*** Opening of Listed records ***
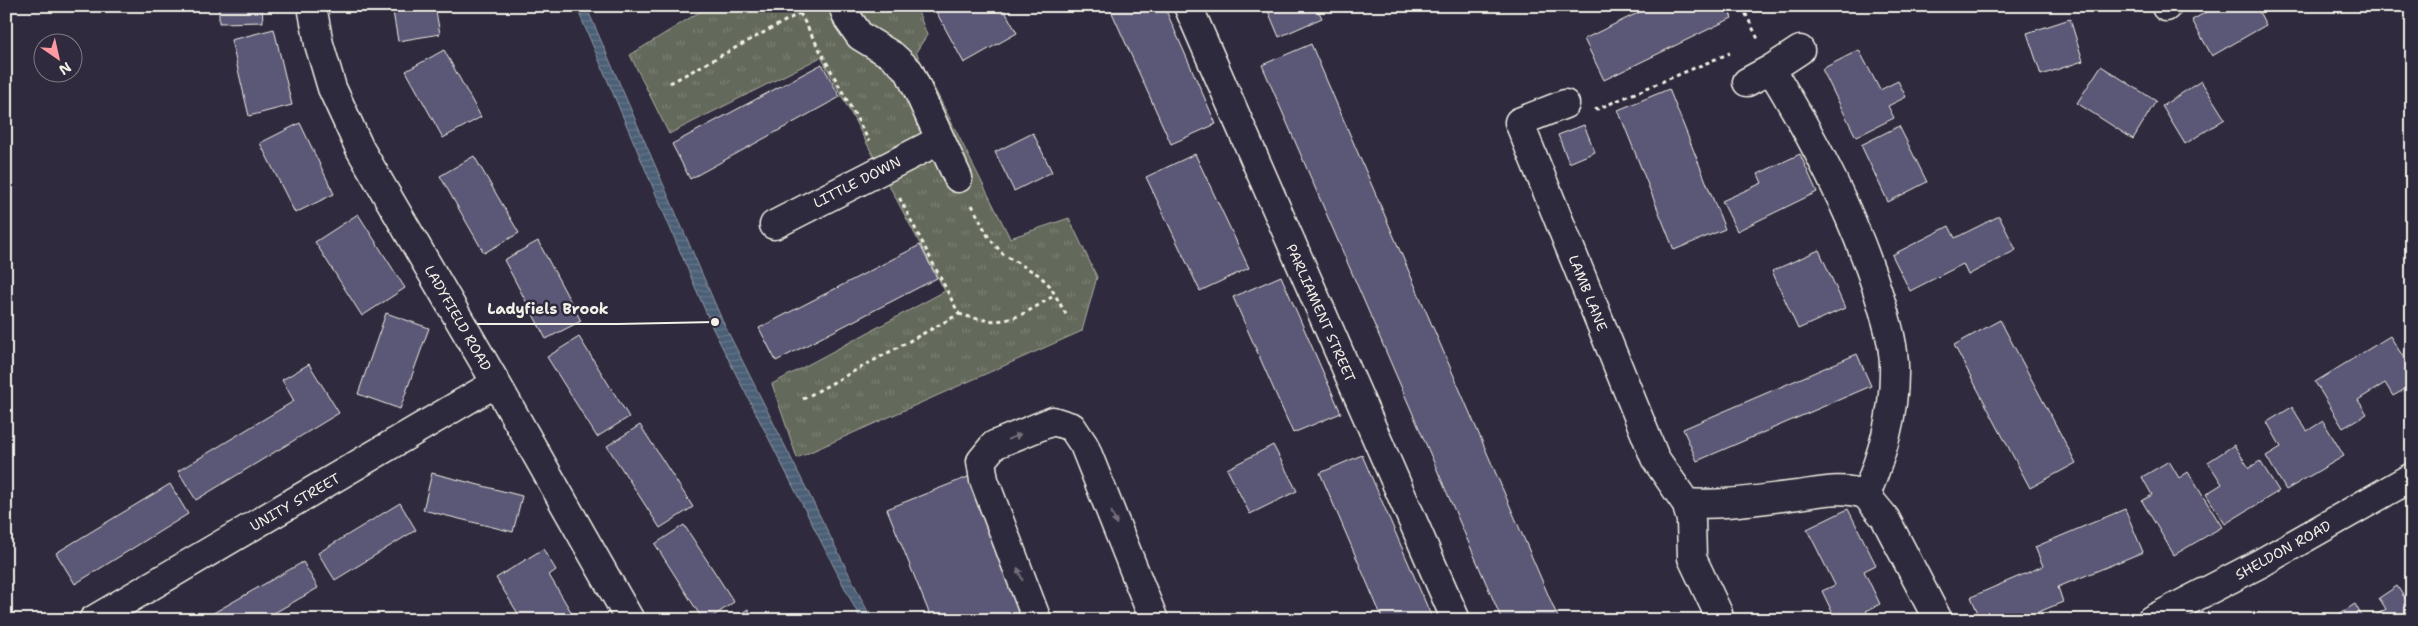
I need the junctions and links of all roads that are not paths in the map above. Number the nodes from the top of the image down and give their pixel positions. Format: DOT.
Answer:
graph roads {
  1 [pos="312,6"];
  2 [pos="843,6"];
  3 [pos="1188,6"];
  4 [pos="1800,50"];
  5 [pos="1771,68"];
  6 [pos="1746,82"];
  7 [pos="1565,104"];
  8 [pos="940,140"];
  9 [pos="958,178"];
  10 [pos="774,225"];
  11 [pos="496,383"];
  12 [pos="2412,477"];
  13 [pos="1866,494"];
  14 [pos="1686,503"];
  15 [pos="1718,613"];
  16 [pos="93,620"];
  17 [pos="630,620"];
  18 [pos="1037,620"];
  19 [pos="1154,620"];
  20 [pos="1456,620"];
  21 [pos="1938,620"];
  22 [pos="2152,620"];
  1 -- 11 [label="street, LADYFIELD ROAD"];
  2 -- 8 [label="street"];
  3 -- 20 [label="street, PARLIAMENT STREET"];
  4 -- 5 [label="street"];
  5 -- 6 [label="street"];
  5 -- 13 [label="street"];
  7 -- 14 [label="street, LAMB LANE"];
  8 -- 9 [label="street"];
  8 -- 10 [label="street, LITTLE DOWN"];
  11 -- 16 [label="street, UNITY STREET"];
  11 -- 17 [label="street, LADYFIELD ROAD"];
  12 -- 22 [label="street, SHELDON ROAD"];
  13 -- 14 [label="street"];
  13 -- 21 [label="street"];
  14 -- 15 [label="street, LAMB LANE"];
  18 -- 19 [label="street, one-way"];
}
*** Close of Listed records ***
Wherever the word "LAMB" occurs in the data above, copy the line it sits in.

● Written reply:
  7 -- 14 [label="street, LAMB LANE"];
  14 -- 15 [label="street, LAMB LANE"];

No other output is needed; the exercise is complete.